··· ENTRIES SHOWN
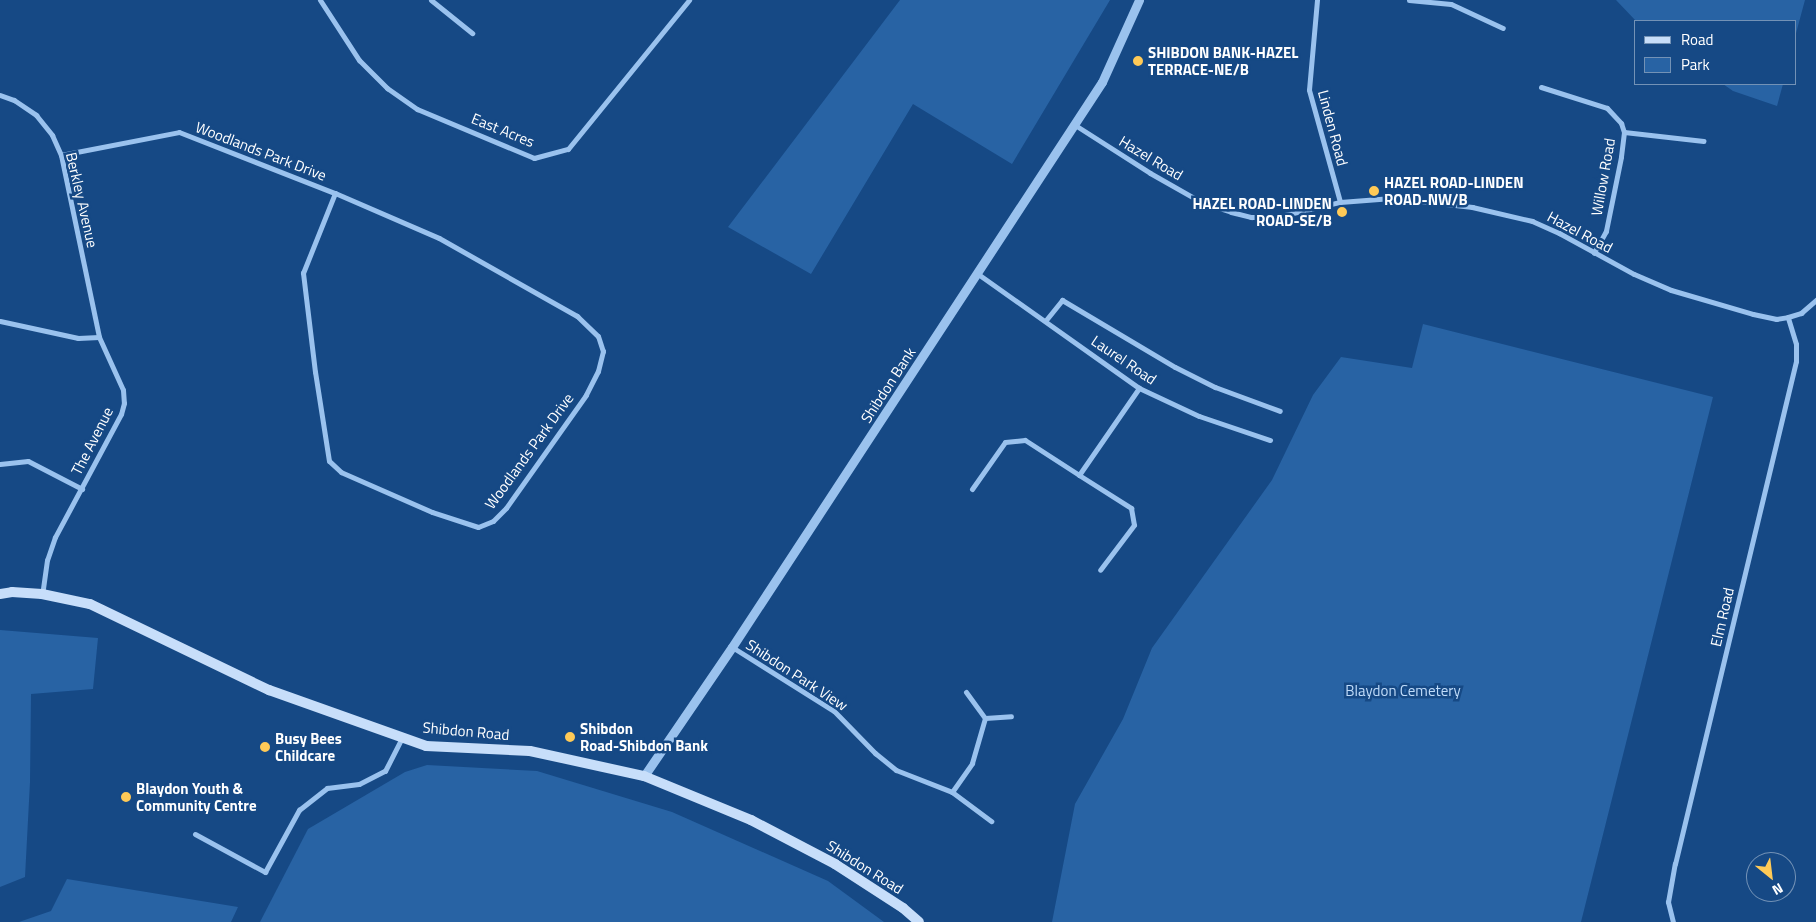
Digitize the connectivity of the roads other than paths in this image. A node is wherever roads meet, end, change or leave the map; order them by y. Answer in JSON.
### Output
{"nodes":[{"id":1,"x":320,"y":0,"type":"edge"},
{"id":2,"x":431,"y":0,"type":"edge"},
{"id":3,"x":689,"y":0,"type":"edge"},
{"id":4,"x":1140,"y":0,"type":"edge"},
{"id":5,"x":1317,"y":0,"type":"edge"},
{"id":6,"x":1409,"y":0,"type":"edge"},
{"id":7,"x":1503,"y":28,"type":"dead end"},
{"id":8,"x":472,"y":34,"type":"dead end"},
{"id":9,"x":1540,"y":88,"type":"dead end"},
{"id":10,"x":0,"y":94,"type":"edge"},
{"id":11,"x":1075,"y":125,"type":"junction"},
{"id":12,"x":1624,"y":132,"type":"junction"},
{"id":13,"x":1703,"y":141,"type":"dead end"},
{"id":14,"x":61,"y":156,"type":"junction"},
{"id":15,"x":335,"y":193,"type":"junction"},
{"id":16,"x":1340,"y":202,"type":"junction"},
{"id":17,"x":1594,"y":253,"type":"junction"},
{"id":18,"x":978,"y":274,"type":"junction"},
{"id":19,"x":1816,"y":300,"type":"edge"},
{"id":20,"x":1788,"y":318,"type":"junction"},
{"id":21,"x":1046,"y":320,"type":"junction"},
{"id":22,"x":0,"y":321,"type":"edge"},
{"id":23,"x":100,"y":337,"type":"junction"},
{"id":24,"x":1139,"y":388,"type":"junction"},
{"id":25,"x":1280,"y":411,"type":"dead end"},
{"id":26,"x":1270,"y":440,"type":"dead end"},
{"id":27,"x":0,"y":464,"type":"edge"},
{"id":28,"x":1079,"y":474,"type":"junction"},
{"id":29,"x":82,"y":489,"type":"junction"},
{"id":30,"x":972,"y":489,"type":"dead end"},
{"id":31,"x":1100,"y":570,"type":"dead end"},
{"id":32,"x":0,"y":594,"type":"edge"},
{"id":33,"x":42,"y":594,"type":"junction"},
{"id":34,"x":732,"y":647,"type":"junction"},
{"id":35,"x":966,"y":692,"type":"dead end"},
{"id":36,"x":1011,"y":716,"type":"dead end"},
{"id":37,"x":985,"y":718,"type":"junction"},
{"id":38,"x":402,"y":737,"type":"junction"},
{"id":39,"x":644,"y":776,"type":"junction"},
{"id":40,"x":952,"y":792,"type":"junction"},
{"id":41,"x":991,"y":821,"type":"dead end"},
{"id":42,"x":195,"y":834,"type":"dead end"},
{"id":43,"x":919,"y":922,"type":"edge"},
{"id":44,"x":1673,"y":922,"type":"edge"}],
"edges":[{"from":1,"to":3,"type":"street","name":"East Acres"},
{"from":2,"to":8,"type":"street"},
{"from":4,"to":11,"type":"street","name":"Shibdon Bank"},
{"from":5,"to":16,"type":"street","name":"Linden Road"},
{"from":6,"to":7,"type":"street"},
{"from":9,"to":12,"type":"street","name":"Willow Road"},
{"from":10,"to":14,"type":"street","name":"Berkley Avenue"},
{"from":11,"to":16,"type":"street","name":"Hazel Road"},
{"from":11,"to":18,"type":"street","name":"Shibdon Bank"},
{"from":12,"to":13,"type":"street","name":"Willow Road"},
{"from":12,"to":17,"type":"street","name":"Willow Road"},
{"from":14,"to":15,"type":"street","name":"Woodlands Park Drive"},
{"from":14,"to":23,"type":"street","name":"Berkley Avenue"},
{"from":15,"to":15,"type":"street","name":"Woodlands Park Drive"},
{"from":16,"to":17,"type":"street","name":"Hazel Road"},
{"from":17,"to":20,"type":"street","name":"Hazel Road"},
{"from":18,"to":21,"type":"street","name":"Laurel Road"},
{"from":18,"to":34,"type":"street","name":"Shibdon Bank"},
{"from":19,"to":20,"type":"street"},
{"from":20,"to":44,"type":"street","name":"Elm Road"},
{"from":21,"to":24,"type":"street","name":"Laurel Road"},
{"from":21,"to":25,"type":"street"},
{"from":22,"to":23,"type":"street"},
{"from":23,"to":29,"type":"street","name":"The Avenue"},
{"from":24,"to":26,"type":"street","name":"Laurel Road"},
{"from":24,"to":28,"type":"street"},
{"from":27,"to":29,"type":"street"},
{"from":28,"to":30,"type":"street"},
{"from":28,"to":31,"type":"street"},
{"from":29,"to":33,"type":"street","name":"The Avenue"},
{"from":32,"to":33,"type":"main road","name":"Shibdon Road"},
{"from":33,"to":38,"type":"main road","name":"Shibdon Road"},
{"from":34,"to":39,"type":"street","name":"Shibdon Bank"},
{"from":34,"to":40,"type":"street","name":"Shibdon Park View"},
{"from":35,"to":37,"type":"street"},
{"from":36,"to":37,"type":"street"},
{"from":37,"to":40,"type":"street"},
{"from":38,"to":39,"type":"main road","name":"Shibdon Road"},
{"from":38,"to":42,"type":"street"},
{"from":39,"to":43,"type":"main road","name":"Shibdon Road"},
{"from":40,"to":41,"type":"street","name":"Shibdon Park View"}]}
······
··· ENTRIES SHOWN
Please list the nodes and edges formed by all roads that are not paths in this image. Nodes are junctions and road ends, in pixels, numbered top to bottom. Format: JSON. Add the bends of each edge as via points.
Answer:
······
··· ENTRIES SHOWN
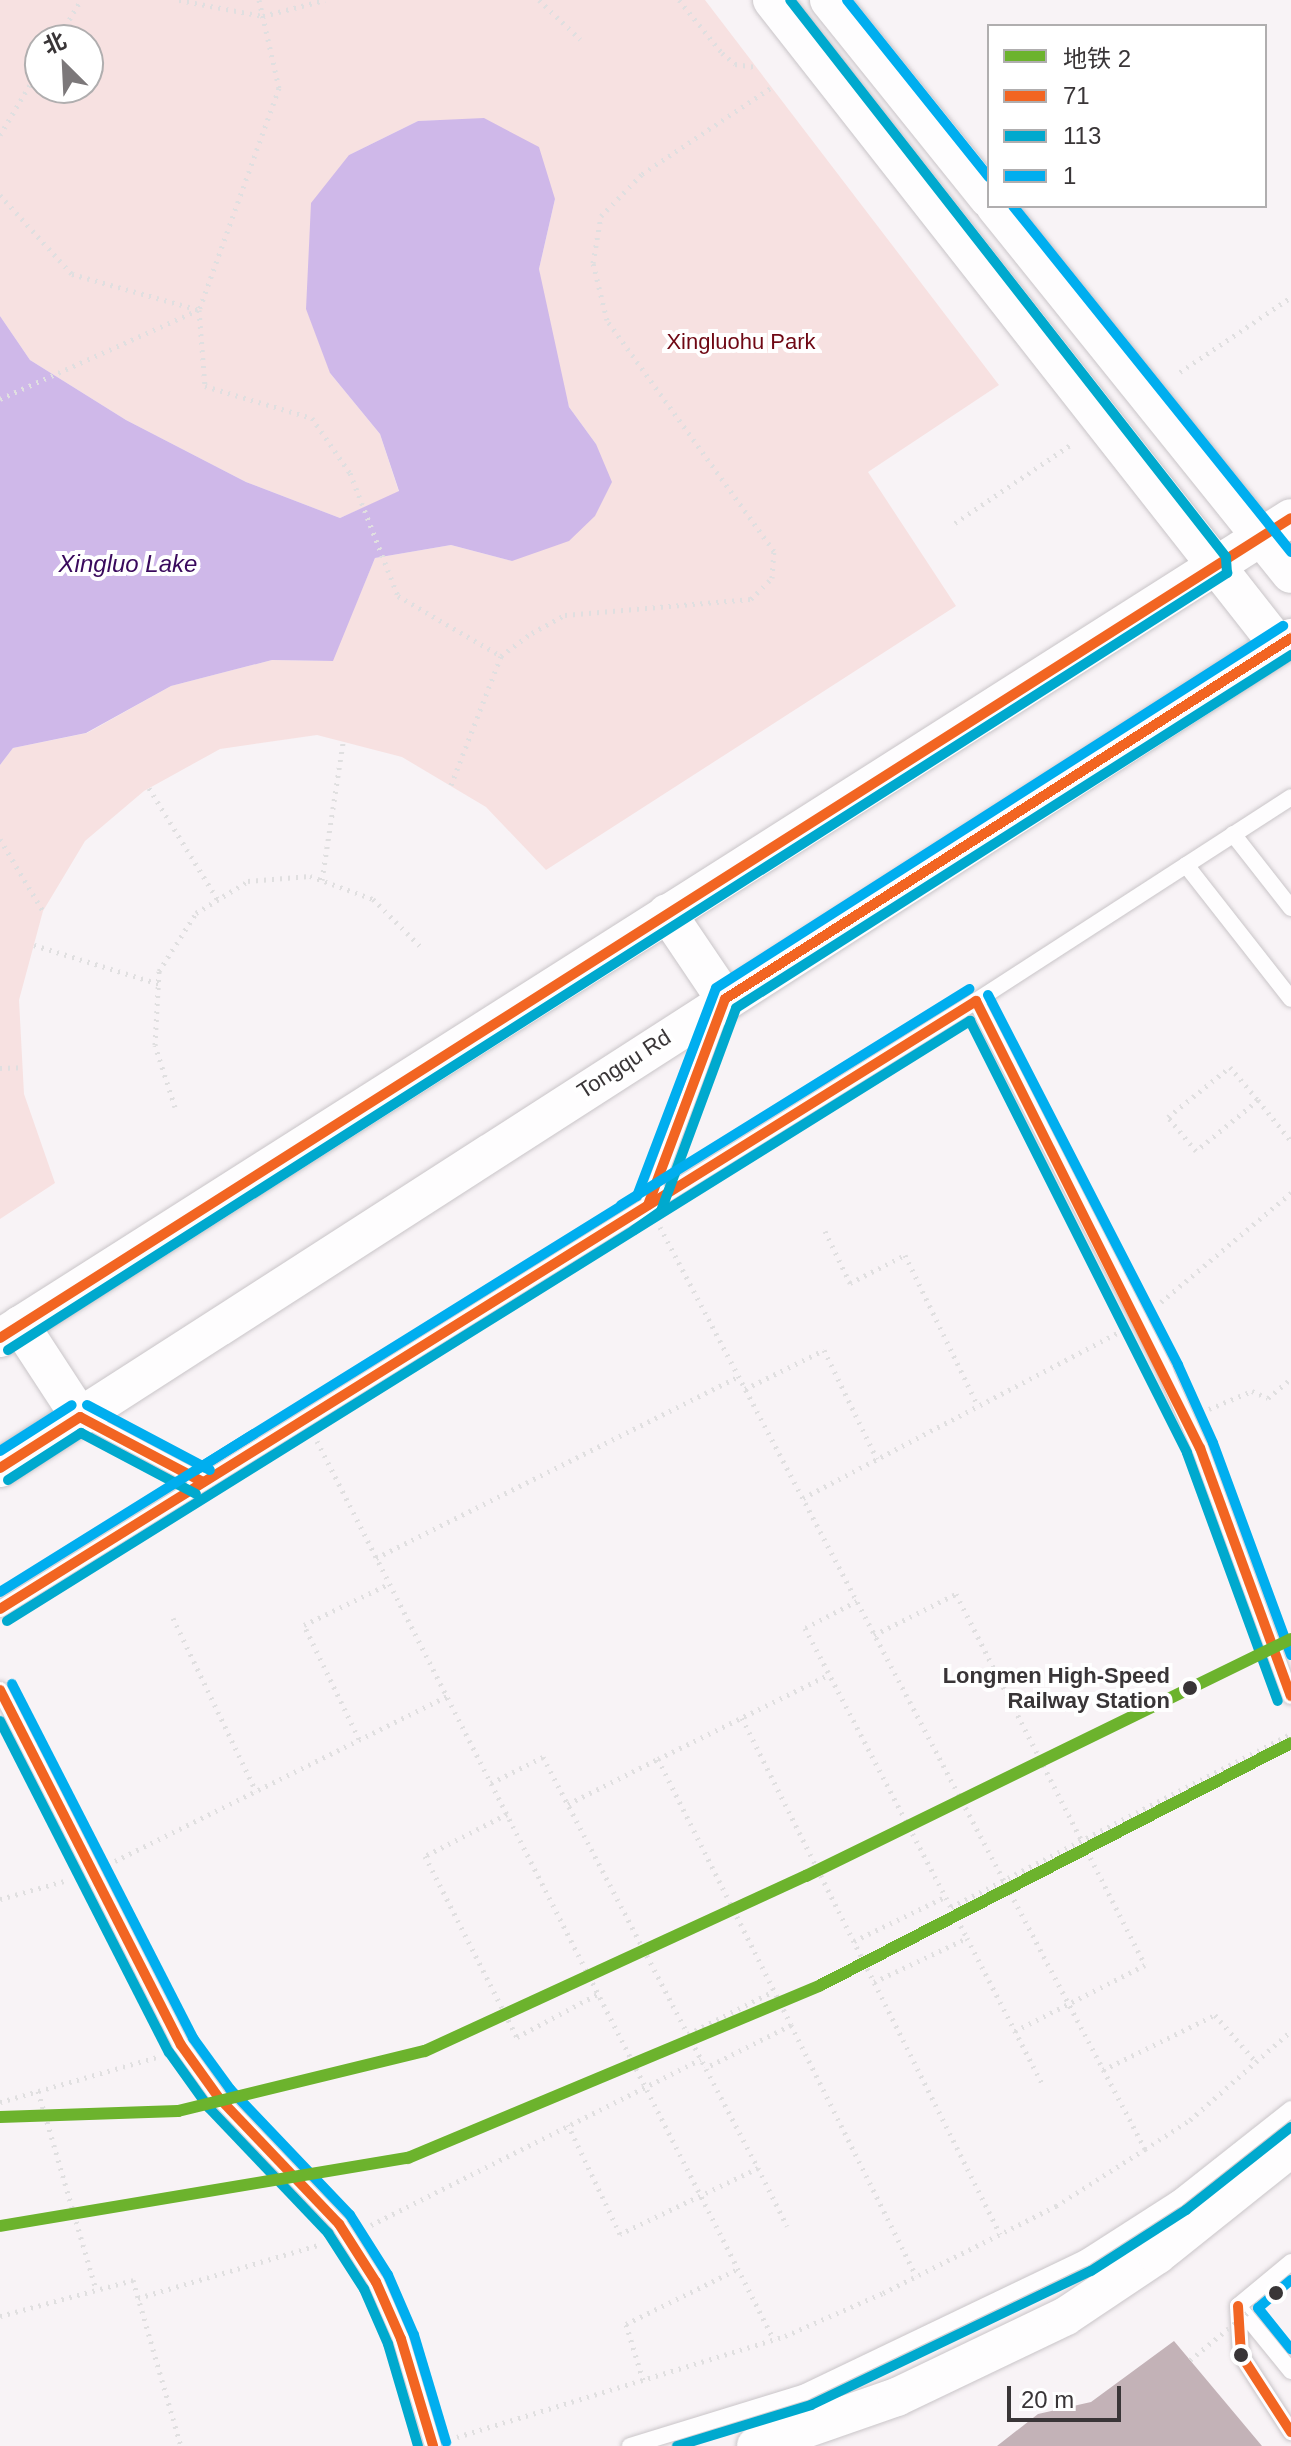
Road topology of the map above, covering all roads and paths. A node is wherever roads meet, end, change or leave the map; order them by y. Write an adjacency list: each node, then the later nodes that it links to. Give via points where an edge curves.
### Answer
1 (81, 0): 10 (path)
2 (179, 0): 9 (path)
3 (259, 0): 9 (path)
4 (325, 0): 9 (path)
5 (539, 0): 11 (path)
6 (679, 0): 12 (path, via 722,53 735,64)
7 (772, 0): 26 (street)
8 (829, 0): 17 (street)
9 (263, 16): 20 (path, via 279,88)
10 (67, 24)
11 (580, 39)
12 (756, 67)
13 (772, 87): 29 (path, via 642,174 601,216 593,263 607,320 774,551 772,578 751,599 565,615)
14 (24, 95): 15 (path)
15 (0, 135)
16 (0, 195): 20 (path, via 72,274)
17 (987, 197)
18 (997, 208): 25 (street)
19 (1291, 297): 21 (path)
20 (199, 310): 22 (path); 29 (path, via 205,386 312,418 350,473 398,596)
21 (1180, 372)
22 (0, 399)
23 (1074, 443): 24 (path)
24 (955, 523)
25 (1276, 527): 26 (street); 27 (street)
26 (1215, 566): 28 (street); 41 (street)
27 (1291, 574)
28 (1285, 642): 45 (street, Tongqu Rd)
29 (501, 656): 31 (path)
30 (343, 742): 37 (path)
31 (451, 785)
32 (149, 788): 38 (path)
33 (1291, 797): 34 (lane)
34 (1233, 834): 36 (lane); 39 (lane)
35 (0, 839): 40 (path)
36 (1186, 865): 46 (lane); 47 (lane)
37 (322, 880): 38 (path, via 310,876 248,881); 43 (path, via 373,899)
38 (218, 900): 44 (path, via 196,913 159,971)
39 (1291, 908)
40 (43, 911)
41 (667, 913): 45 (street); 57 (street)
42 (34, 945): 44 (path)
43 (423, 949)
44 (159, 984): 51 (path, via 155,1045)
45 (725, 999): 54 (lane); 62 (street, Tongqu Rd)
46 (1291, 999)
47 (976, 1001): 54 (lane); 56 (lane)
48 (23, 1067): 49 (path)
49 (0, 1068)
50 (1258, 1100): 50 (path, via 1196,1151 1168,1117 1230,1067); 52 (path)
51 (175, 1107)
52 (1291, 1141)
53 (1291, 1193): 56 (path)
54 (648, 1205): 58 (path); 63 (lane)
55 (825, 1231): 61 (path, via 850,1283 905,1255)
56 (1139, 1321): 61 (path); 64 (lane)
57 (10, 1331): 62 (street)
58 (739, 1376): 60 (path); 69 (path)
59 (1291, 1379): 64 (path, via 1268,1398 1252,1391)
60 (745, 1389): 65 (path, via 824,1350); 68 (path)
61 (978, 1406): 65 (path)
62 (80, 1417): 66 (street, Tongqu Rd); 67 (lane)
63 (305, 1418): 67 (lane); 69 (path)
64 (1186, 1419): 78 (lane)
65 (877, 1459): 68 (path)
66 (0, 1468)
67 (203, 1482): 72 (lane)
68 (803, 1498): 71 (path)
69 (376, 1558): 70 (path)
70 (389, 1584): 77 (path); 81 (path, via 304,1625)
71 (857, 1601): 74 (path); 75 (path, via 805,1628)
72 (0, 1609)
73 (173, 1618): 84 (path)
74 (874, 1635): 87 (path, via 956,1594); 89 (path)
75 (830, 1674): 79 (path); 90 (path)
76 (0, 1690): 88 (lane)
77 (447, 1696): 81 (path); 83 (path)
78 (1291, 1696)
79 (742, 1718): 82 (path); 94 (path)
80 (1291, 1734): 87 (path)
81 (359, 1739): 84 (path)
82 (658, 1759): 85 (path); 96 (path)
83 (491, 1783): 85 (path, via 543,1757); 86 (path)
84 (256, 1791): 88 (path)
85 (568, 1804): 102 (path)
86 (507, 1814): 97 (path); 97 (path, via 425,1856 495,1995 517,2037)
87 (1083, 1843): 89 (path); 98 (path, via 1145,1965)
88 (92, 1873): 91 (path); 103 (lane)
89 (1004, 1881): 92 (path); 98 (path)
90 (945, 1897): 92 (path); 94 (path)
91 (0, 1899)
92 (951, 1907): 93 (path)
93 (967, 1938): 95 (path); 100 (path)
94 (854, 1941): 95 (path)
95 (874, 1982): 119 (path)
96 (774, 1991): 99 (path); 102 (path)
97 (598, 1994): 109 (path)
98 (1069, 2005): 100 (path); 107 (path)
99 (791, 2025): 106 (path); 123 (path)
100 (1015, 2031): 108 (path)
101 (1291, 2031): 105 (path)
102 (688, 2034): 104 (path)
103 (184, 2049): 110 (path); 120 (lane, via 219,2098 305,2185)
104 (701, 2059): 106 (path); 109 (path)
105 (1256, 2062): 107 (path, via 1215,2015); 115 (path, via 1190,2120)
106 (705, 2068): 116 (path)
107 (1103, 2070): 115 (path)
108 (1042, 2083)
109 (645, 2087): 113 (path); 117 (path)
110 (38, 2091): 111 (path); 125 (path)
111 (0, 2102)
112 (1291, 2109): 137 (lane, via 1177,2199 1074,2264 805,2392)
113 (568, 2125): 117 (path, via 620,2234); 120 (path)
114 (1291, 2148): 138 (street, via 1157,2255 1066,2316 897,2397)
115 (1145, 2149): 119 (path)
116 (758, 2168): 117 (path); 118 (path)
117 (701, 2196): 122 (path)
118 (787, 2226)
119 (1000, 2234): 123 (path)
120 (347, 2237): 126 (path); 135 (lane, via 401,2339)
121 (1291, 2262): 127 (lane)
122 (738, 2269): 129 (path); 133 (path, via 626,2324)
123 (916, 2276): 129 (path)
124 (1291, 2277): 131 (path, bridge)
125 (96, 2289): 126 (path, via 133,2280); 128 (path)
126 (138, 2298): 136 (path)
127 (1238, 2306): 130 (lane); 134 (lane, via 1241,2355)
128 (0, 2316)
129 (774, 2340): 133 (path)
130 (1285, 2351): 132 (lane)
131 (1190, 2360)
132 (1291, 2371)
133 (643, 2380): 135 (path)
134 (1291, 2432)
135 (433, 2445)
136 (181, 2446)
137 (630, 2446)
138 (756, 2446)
······
**WHAT IS NEEDED:**
Using the material, find how many lines hold the word "this". Give the number by itself.

**YOUR SOLUTION:**
2